I've used the phrase "tone at the top" many times in my career, but within the banking industry it's truly the rule. However, what we typically encounter falls short of expectations.
Last week, though, I stumbled across the rare exception where the Board of Directors was really locked in and focused on the details of the engagement. We met with the audit committee, which is comprised of Board members, and I was surprised by how much time and effort they had put into reviewing the related reports and trying to understand the issues. They asked pointed questions that really had teeth, and grilled us for nearly two hours to test both our team's resolve and the integrity of the report. While it was exhausting to a certain extent, my first thought after the meeting ended was "that was fantastic!" To have that many senior people commit the time and effort and to perform their jobs to that degree, proved to me the process really can work. My general sense is that there are very likely fewer risks at this institution as a result of the oversight provided by their Board of Directors. That's what is intended by GLBA and what we should find everywhere we do work. Sadly, we rarely do.

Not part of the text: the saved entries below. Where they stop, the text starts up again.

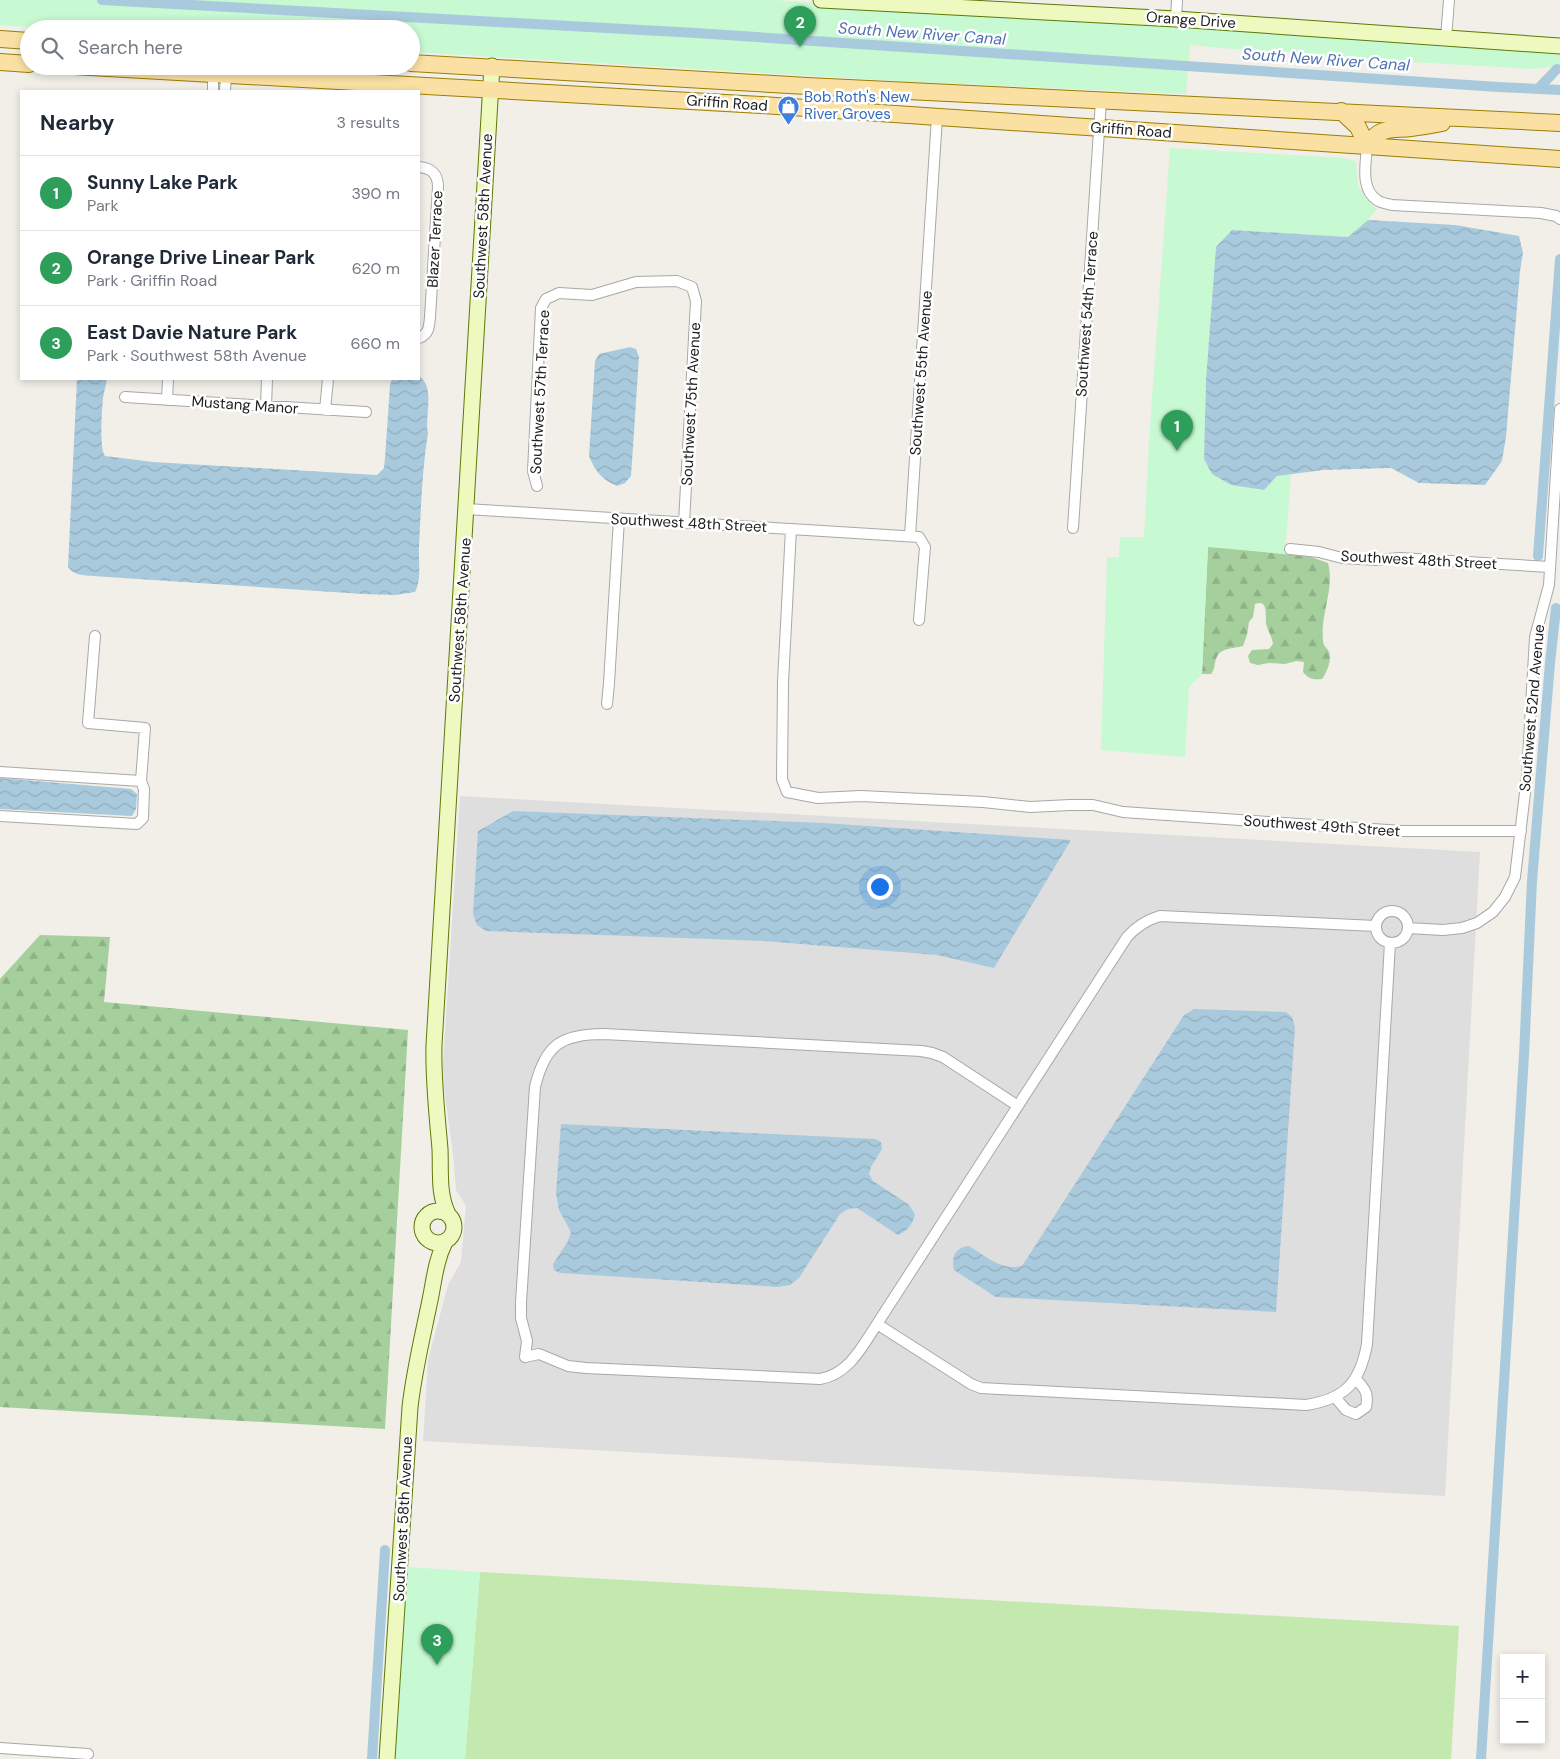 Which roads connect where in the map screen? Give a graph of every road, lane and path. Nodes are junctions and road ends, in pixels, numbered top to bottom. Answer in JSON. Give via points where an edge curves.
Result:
{"nodes":[{"id":1,"x":821,"y":0,"type":"edge"},
{"id":2,"x":1177,"y":0,"type":"edge"},
{"id":3,"x":1449,"y":0,"type":"edge"},
{"id":4,"x":904,"y":2,"type":"edge"},
{"id":5,"x":995,"y":4,"type":"edge"},
{"id":6,"x":1176,"y":19,"type":"junction"},
{"id":7,"x":1446,"y":38,"type":"junction"},
{"id":8,"x":0,"y":39,"type":"edge"},
{"id":9,"x":20,"y":40,"type":"edge"},
{"id":10,"x":1560,"y":46,"type":"edge"},
{"id":11,"x":0,"y":62,"type":"edge"},
{"id":12,"x":20,"y":63,"type":"edge"},
{"id":13,"x":420,"y":63,"type":"edge"},
{"id":14,"x":492,"y":66,"type":"junction"},
{"id":15,"x":196,"y":75,"type":"edge"},
{"id":16,"x":223,"y":77,"type":"edge"},
{"id":17,"x":749,"y":82,"type":"junction"},
{"id":18,"x":807,"y":86,"type":"junction"},
{"id":19,"x":490,"y":89,"type":"junction"},
{"id":20,"x":214,"y":90,"type":"edge"},
{"id":21,"x":1101,"y":100,"type":"junction"},
{"id":22,"x":720,"y":103,"type":"junction"},
{"id":23,"x":761,"y":105,"type":"junction"},
{"id":24,"x":1341,"y":111,"type":"junction"},
{"id":25,"x":937,"y":117,"type":"junction"},
{"id":26,"x":1476,"y":118,"type":"junction"},
{"id":27,"x":1560,"y":122,"type":"edge"},
{"id":28,"x":1099,"y":128,"type":"junction"},
{"id":29,"x":1367,"y":146,"type":"junction"},
{"id":30,"x":1560,"y":159,"type":"edge"},
{"id":31,"x":420,"y":167,"type":"edge"},
{"id":32,"x":1560,"y":219,"type":"edge"},
{"id":33,"x":692,"y":287,"type":"joint"},
{"id":34,"x":422,"y":336,"type":"edge"},
{"id":35,"x":168,"y":380,"type":"edge"},
{"id":36,"x":267,"y":380,"type":"edge"},
{"id":37,"x":328,"y":380,"type":"edge"},
{"id":38,"x":125,"y":397,"type":"dead end"},
{"id":39,"x":167,"y":400,"type":"junction"},
{"id":40,"x":266,"y":406,"type":"junction"},
{"id":41,"x":1560,"y":409,"type":"edge"},
{"id":42,"x":325,"y":410,"type":"junction"},
{"id":43,"x":366,"y":412,"type":"dead end"},
{"id":44,"x":537,"y":486,"type":"dead end"},
{"id":45,"x":467,"y":509,"type":"junction"},
{"id":46,"x":619,"y":519,"type":"junction"},
{"id":47,"x":684,"y":522,"type":"junction"},
{"id":48,"x":1073,"y":528,"type":"dead end"},
{"id":49,"x":791,"y":529,"type":"junction"},
{"id":50,"x":910,"y":536,"type":"junction"},
{"id":51,"x":1290,"y":549,"type":"dead end"},
{"id":52,"x":1550,"y":567,"type":"junction"},
{"id":53,"x":919,"y":620,"type":"dead end"},
{"id":54,"x":95,"y":636,"type":"dead end"},
{"id":55,"x":607,"y":704,"type":"dead end"},
{"id":56,"x":0,"y":772,"type":"edge"},
{"id":57,"x":141,"y":781,"type":"junction"},
{"id":58,"x":0,"y":816,"type":"edge"},
{"id":59,"x":1521,"y":831,"type":"junction"},
{"id":60,"x":1376,"y":926,"type":"junction"},
{"id":61,"x":1408,"y":928,"type":"junction"},
{"id":62,"x":1390,"y":943,"type":"junction"},
{"id":63,"x":1018,"y":1106,"type":"junction"},
{"id":64,"x":440,"y":1174,"type":"junction"},
{"id":65,"x":428,"y":1214,"type":"junction"},
{"id":66,"x":448,"y":1214,"type":"junction"},
{"id":67,"x":427,"y":1239,"type":"junction"},
{"id":68,"x":444,"y":1242,"type":"junction"},
{"id":69,"x":433,"y":1281,"type":"junction"},
{"id":70,"x":877,"y":1324,"type":"junction"},
{"id":71,"x":1356,"y":1379,"type":"junction"},
{"id":72,"x":1335,"y":1397,"type":"junction"},
{"id":73,"x":0,"y":1748,"type":"edge"},
{"id":74,"x":88,"y":1754,"type":"dead end"},
{"id":75,"x":387,"y":1759,"type":"edge"}],
"edges":[{"from":1,"to":4,"type":"street","name":"Orange Drive"},
{"from":2,"to":6,"type":"street"},
{"from":3,"to":7,"type":"street"},
{"from":4,"to":5,"type":"street","name":"Orange Drive"},
{"from":5,"to":6,"type":"street","name":"Orange Drive"},
{"from":6,"to":7,"type":"street","name":"Orange Drive"},
{"from":7,"to":10,"type":"street","name":"Orange Drive"},
{"from":8,"to":9,"type":"main road"},
{"from":11,"to":12,"type":"main road"},
{"from":13,"to":14,"type":"main road","name":"Griffin Road"},
{"from":14,"to":17,"type":"main road","name":"Griffin Road"},
{"from":14,"to":19,"type":"street","name":"Southwest 58th Avenue"},
{"from":15,"to":16,"type":"main road","name":"Griffin Road"},
{"from":16,"to":19,"type":"main road","name":"Griffin Road"},
{"from":16,"to":20,"type":"street"},
{"from":17,"to":18,"type":"main road","name":"Griffin Road"},
{"from":17,"to":22,"type":"main road","via":[[744,94]]},
{"from":18,"to":21,"type":"main road","name":"Griffin Road"},
{"from":18,"to":23,"type":"main road","via":[[778,91]]},
{"from":19,"to":22,"type":"main road","name":"Griffin Road"},
{"from":19,"to":45,"type":"street","name":"Southwest 58th Avenue"},
{"from":21,"to":24,"type":"main road","name":"Griffin Road"},
{"from":21,"to":28,"type":"street","name":"Southwest 54th Terrace"},
{"from":22,"to":23,"type":"main road","name":"Griffin Road"},
{"from":23,"to":25,"type":"main road","name":"Griffin Road"},
{"from":24,"to":26,"type":"main road","name":"Griffin Road"},
{"from":24,"to":29,"type":"main road","via":[[1358,127]]},
{"from":25,"to":28,"type":"main road","name":"Griffin Road"},
{"from":25,"to":50,"type":"street","name":"Southwest 55th Avenue"},
{"from":26,"to":27,"type":"main road","name":"Griffin Road"},
{"from":26,"to":29,"type":"main road","via":[[1387,130],[1376,135]]},
{"from":28,"to":29,"type":"main road","name":"Griffin Road"},
{"from":28,"to":48,"type":"street","name":"Southwest 54th Terrace"},
{"from":29,"to":30,"type":"main road","name":"Griffin Road"},
{"from":29,"to":32,"type":"street","via":[[1365,171],[1368,190],[1377,200],[1392,205],[1541,213]]},
{"from":31,"to":34,"type":"street","name":"Blazer Terrace","via":[[434,173],[438,187],[430,317],[428,330]]},
{"from":33,"to":44,"type":"street","name":"Southwest 57th Terrace","via":[[677,281],[636,282],[592,295],[559,293],[546,300],[541,308],[533,471]]},
{"from":33,"to":47,"type":"street","name":"Southwest 75th Avenue","via":[[696,300]]},
{"from":35,"to":39,"type":"street"},
{"from":36,"to":40,"type":"street"},
{"from":37,"to":42,"type":"street"},
{"from":38,"to":39,"type":"street","name":"Mustang Manor"},
{"from":39,"to":40,"type":"street","name":"Mustang Manor"},
{"from":40,"to":42,"type":"street","name":"Mustang Manor"},
{"from":41,"to":52,"type":"street","name":"Southwest 52nd Avenue"},
{"from":42,"to":43,"type":"street","name":"Mustang Manor"},
{"from":45,"to":46,"type":"street","name":"Southwest 48th Street"},
{"from":45,"to":64,"type":"street","name":"Southwest 58th Avenue","via":[[434,1045]]},
{"from":46,"to":47,"type":"street","name":"Southwest 48th Street"},
{"from":46,"to":55,"type":"street"},
{"from":47,"to":49,"type":"street","name":"Southwest 48th Street"},
{"from":49,"to":50,"type":"street","name":"Southwest 48th Street"},
{"from":49,"to":59,"type":"street","name":"Southwest 49th Street","via":[[783,690],[782,779],[787,792],[818,798],[871,796],[1030,807],[1093,805],[1123,812],[1402,832]]},
{"from":50,"to":53,"type":"street","via":[[920,537],[925,547]]},
{"from":51,"to":52,"type":"street","name":"Southwest 48th Street","via":[[1342,558],[1400,558]]},
{"from":52,"to":59,"type":"street","name":"Southwest 52nd Avenue","via":[[1549,584],[1535,637]]},
{"from":54,"to":57,"type":"street","via":[[88,723],[145,728]]},
{"from":56,"to":57,"type":"street"},
{"from":57,"to":58,"type":"street","via":[[144,789],[143,818],[137,824]]},
{"from":59,"to":61,"type":"street","name":"Southwest 52nd Avenue","via":[[1515,876],[1493,912],[1462,928]]},
{"from":60,"to":61,"type":"street","via":[[1381,915],[1392,911],[1403,916]]},
{"from":60,"to":62,"type":"street","via":[[1381,940]]},
{"from":60,"to":63,"type":"street","via":[[1160,916],[1148,920],[1127,937]]},
{"from":61,"to":62,"type":"street","via":[[1402,939]]},
{"from":62,"to":71,"type":"street","via":[[1367,1344],[1364,1363]]},
{"from":63,"to":70,"type":"street"},
{"from":63,"to":70,"type":"street","via":[[943,1057],[922,1050],[589,1034],[563,1041],[545,1057],[534,1087],[521,1302],[527,1341],[525,1357],[539,1354],[568,1366],[586,1368],[831,1378],[850,1363]]},
{"from":64,"to":65,"type":"street","name":"Southwest 58th Avenue"},
{"from":64,"to":66,"type":"street","name":"Southwest 58th Avenue"},
{"from":65,"to":66,"type":"street","via":[[441,1211]]},
{"from":65,"to":67,"type":"street","via":[[422,1224]]},
{"from":66,"to":68,"type":"street","via":[[454,1229]]},
{"from":67,"to":68,"type":"street"},
{"from":67,"to":69,"type":"street","name":"Southwest 58th Avenue"},
{"from":68,"to":69,"type":"street","name":"Southwest 58th Avenue"},
{"from":69,"to":75,"type":"street","name":"Southwest 58th Avenue","via":[[410,1407]]},
{"from":70,"to":72,"type":"street","via":[[981,1388],[1306,1405]]},
{"from":71,"to":72,"type":"street"},
{"from":71,"to":72,"type":"street","via":[[1368,1398],[1366,1408],[1356,1414],[1346,1410]]},
{"from":73,"to":74,"type":"street"}]} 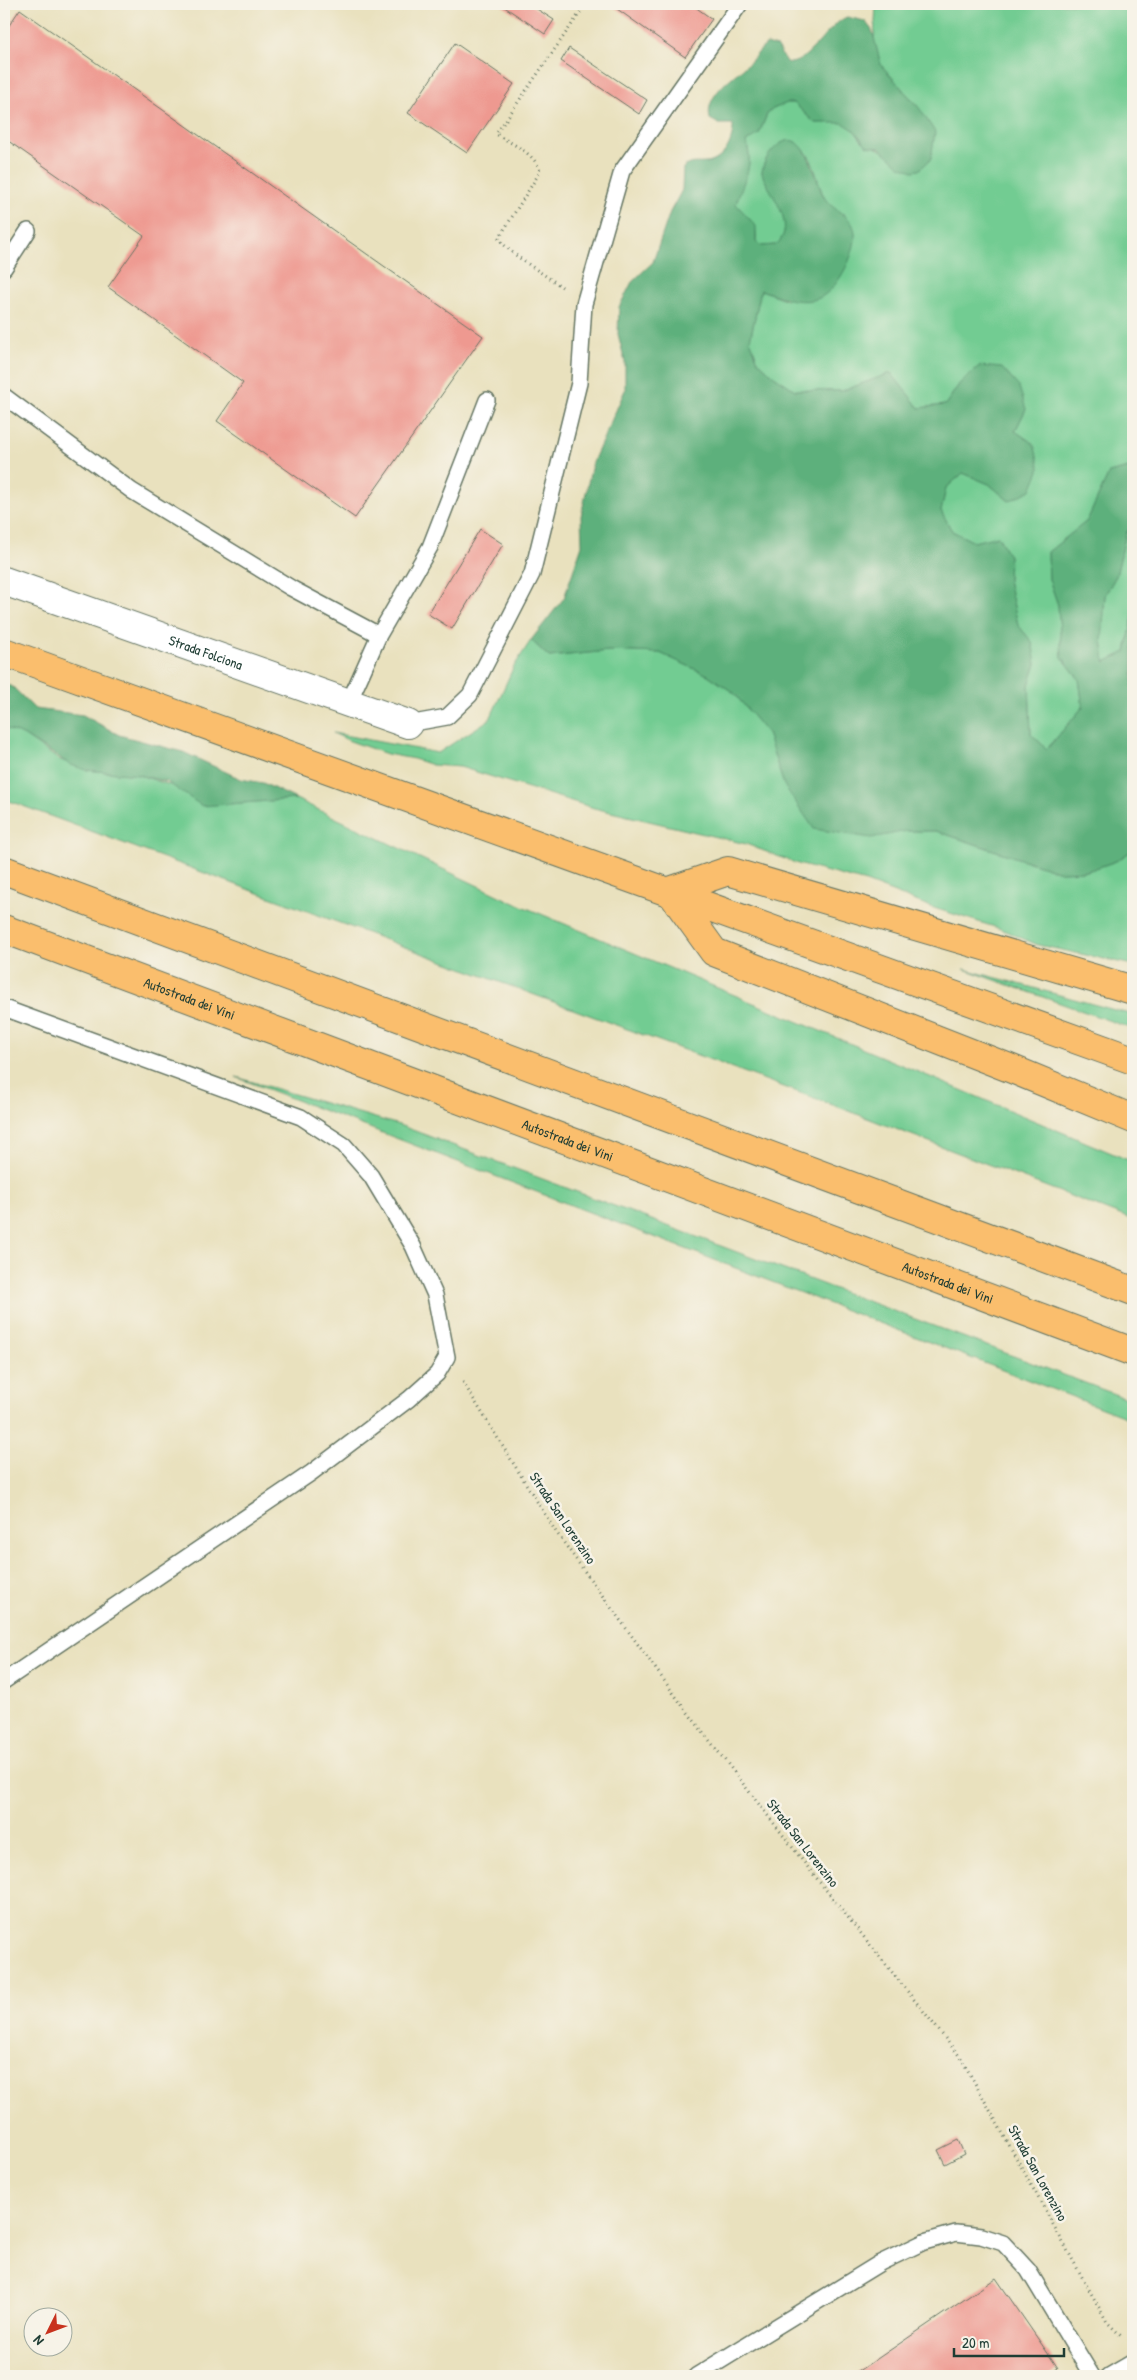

I was also reminded this past week how so many institutions struggle with first understanding and then implementing properly-defined policy and procedure documentation. I participated in a conversation with a client during which we were trying to explain to them why, although they have a document that's labeled "Incident Response Policy," if it fails to describe what's required at a high level, it's not a policy. And if it's labeled "Incident Response Procedure" and describes what comprises an incident, but doesn't provide clear direction as to what to do when an incident occurs, it's not a procedure. What we were looking at last week was actually a narrative describing how the process was managed. It was very technical with a description of how things work and had a sprinkling of policy language, but it fell way short of what would be considered either a policy or procedure document. The general rule I've used (and mentioned before) is that:
- The policy document is written so that the Board of Directors can understand what they're asking from management.
- A procedure is written so that the people who need to use it have clear, concise directions to follow and are either provided with or pointed to supporting artifacts (e.g. forms, software, etc.)
Using Incident Response as the example, you would expect to see a policy clause that states "All employees should have access to and understand how to utilize an Incident Response Program in the event of either a suspected of confirmed information security incident." The related section in the procedure would have statements such as "In the event you have identified a suspected attempt to infect your computer with a virus, immediately unplug the network cable, or if not possible, turn off the computer." The procedure would then provide instructions on who to contact and include the required information (e.g. call the Information Security Officer at (123)555-1212). I recently had one client actually say to me that while what they had wasn't up to standards, it was better than nothing. I vehemently disagree. If you have a document that is incomplete, ineffective or flat out wrong and you went through the trouble to have the Board of Directors review and approve it and then distributed it to your organization, you've just wasted a lot of time and effort. Plus -- and this is a biggie for a practitioner like me - management operates under the false assumption that they have the proper controls in place when they don't. Some of our clients get it, some don't, and we'll just keep whipping out the soapbox trying to get the word out.
I realize for many of our readers it's difficult to focus on day-to-day operations and regulatory requirements when you're worried about keeping the doors open. But if you're going to succeed (and the majority of you likely will), you need to keep up with everything -- and I mean everything. It's just so much easier when you understand what's required of everyone and make sure that they're doing their part. You may be thinking "Who has time to worry about 'when is a policy a policy and not a procedure?'" But these are times where all of us need to work both smarter and harder. So while the headline news may be of greater interest right now, getting your regulatory ducks in a row is likely to help keep your institution from qualifying as the "Story of the Year."